___ DATA FOR ANALYSIS ___

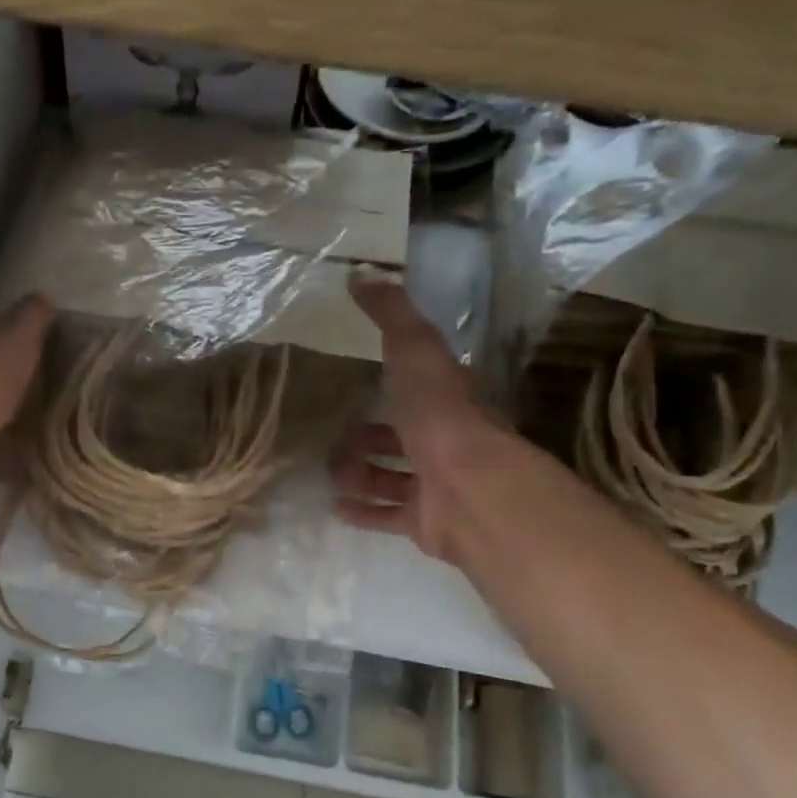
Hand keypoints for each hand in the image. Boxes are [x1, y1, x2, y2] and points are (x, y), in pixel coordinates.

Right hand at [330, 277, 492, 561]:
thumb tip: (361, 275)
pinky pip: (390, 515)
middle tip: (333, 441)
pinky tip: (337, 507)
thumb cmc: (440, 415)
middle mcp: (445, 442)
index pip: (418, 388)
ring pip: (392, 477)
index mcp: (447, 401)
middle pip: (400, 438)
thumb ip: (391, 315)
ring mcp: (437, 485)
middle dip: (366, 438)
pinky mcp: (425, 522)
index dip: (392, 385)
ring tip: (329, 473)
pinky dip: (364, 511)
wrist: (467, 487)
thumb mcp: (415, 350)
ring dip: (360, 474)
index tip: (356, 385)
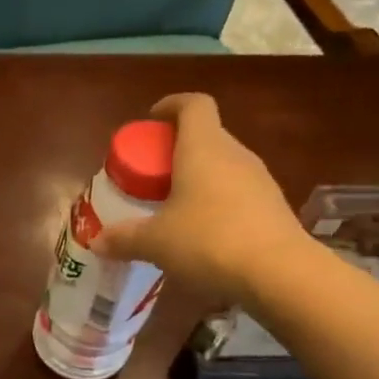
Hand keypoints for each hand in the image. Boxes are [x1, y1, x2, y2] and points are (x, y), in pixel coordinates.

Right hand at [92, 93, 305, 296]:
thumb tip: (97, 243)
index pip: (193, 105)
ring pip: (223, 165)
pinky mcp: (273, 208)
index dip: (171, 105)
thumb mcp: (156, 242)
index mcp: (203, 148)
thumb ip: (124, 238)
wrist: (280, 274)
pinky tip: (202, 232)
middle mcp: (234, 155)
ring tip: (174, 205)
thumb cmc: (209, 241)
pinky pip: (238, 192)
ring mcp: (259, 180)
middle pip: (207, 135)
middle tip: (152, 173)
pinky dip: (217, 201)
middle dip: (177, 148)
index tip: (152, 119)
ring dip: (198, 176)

___

**ABOUT THIS EXERCISE:**
Emit verbatim the lines running from the one with "pinky pip: (238, 192)" through the last line of the data, both endpoints inclusive.

**YOUR SOLUTION:**
pinky pip: (238, 192)
ring mcp: (259, 180)
middle pip: (207, 135)
middle tip: (152, 173)
pinky dip: (217, 201)
middle dip: (177, 148)
index tip: (152, 119)
ring dip: (198, 176)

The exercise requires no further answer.